Union communicators and RSS – please join the 21st century

Just at present I’m particularly interested in adding union sites with RSS feeds to our feeds. But it is somewhat irritating. Many of the sites don’t have a RSS feed. They should have one.

RSS (Rich Site Summary); originally RDF Site Summary; often dubbed Really Simple Syndication, uses a family of standard web feed formats[2] to publish frequently updated information: blog entries, news headlines, audio, video. An RSS document (called “feed”, “web feed”,[3]or “channel”) includes full or summarized text, and metadata, like publishing date and author’s name.

RSS feeds enable publishers to syndicate data automatically. A standard XML file format ensures compatibility with many different machines/programs. RSS feeds also benefit users who want to receive timely updates from favourite websites or to aggregate data from many sites.

Which is why I want to add it to this site, and it is pretty damn irritating to me as a programmer that many unions have neglected this crucial communications channel.

Unions are an inherent part of the labour movement that we like to think that we’re helping and a part of*.  It’d be nice if they did their bit to help us help them.

For a starter, does anyone know why the CTU doesn’t have a RSS feed? Surely it isn’t that hard to drop a RSS feeder into Drupal. The biggest hassle I remember was convincing it to turn off. And if the Labour party can do it, then I’m sure that CTU should be able to do so. Neither the SFWU nor Unite have a RSS either. But all is not lost – the EPMU and PPTA both have have RSS. 

By this point in my search last night I was rather despairing of our unions public facing IT and gave up. So could all of you good unionists out there have a look at your favourite union sites and check their sites out. 

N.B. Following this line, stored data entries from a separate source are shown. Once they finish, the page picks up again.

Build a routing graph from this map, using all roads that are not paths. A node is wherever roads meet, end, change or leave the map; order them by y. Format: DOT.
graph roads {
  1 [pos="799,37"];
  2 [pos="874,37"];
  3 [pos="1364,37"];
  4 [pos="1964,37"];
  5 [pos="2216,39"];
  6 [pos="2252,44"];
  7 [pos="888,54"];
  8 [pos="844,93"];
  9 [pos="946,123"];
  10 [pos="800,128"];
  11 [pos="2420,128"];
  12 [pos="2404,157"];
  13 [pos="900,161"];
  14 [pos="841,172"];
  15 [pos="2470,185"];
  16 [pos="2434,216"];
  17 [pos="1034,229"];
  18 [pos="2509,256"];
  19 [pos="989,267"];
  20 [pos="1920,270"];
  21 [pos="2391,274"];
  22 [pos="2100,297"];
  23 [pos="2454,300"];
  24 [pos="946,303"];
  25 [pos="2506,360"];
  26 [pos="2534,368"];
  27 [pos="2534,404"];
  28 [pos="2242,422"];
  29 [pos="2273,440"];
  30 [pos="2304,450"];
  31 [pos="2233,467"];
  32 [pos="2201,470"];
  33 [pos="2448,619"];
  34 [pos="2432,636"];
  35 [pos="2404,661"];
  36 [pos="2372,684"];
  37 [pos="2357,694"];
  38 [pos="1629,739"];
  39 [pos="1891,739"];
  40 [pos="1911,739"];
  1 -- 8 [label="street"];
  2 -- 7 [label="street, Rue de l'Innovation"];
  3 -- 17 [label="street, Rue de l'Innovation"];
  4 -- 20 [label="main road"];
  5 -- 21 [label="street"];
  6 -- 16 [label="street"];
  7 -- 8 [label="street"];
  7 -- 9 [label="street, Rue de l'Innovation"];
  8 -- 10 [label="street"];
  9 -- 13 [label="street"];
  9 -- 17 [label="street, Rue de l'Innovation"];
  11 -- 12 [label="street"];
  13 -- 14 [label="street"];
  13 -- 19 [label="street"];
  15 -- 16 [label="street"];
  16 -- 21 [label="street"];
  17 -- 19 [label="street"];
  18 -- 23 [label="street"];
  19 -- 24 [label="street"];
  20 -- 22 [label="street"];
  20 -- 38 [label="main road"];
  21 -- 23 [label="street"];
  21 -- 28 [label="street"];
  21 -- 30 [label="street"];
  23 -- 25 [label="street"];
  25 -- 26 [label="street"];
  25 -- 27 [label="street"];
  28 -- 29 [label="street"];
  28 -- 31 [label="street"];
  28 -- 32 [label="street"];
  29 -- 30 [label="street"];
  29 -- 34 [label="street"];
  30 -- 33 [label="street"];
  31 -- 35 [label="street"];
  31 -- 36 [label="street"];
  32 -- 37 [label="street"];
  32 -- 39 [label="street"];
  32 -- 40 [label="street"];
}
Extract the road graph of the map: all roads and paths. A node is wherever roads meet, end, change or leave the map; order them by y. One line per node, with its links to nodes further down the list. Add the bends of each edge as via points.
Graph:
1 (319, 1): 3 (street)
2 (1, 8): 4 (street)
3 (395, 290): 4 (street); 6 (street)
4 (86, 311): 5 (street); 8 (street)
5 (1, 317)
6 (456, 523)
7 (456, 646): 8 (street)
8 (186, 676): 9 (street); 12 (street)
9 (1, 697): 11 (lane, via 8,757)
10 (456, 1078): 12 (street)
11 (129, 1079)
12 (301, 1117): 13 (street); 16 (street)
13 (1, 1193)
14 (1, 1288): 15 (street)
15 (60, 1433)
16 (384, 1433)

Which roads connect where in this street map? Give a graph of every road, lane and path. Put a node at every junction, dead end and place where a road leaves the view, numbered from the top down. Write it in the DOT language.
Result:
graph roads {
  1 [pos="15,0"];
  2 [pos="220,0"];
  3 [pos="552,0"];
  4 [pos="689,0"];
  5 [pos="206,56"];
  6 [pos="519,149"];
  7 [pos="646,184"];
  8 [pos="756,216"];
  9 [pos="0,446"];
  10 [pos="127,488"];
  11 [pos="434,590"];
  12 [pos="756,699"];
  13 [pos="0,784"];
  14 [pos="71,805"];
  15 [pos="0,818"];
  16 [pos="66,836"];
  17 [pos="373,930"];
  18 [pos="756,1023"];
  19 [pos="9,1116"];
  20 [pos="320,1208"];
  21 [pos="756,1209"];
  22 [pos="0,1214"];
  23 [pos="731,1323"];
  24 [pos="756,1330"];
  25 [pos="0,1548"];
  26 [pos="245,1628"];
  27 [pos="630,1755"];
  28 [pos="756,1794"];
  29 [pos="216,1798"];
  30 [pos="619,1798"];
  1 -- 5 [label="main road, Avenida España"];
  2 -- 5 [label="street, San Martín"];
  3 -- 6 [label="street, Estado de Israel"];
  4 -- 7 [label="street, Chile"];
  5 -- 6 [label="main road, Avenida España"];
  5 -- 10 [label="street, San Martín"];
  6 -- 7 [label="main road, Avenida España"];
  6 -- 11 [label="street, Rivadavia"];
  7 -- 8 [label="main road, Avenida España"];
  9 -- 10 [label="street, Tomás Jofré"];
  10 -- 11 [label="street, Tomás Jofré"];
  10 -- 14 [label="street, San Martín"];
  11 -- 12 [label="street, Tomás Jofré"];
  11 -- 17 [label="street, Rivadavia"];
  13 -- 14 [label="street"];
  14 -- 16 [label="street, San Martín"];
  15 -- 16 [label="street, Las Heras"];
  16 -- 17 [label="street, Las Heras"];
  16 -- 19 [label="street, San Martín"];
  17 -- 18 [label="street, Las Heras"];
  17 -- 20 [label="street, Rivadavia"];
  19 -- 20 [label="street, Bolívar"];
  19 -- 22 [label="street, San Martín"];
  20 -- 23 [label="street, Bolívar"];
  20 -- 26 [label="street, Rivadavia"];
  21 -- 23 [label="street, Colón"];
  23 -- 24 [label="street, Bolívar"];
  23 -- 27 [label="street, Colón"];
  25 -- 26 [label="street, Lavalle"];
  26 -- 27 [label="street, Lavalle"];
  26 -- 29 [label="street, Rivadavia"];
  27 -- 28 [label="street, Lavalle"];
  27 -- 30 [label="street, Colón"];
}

To check if a site has RSS, the simplest way is to right-click and “View Page Source”. Don’t look at the HTML code. just do a Ctrl+F and search for RSS. If it isn’t on the front page then start cursing. The problem is that often custom written sites have their RSS feed hidden in some awful page away from the front of their site. So you have to start hacking around 

If you can’t find a RSS feed, then feel free to complain to your favourite union that they really need to join the 21st century and could they please get off their arse and add one. It makes it feasible for other sites to highlight their words and they don’t need to be as muffled by media.

If they do have one, then give me a page URL and I’ll dig it out.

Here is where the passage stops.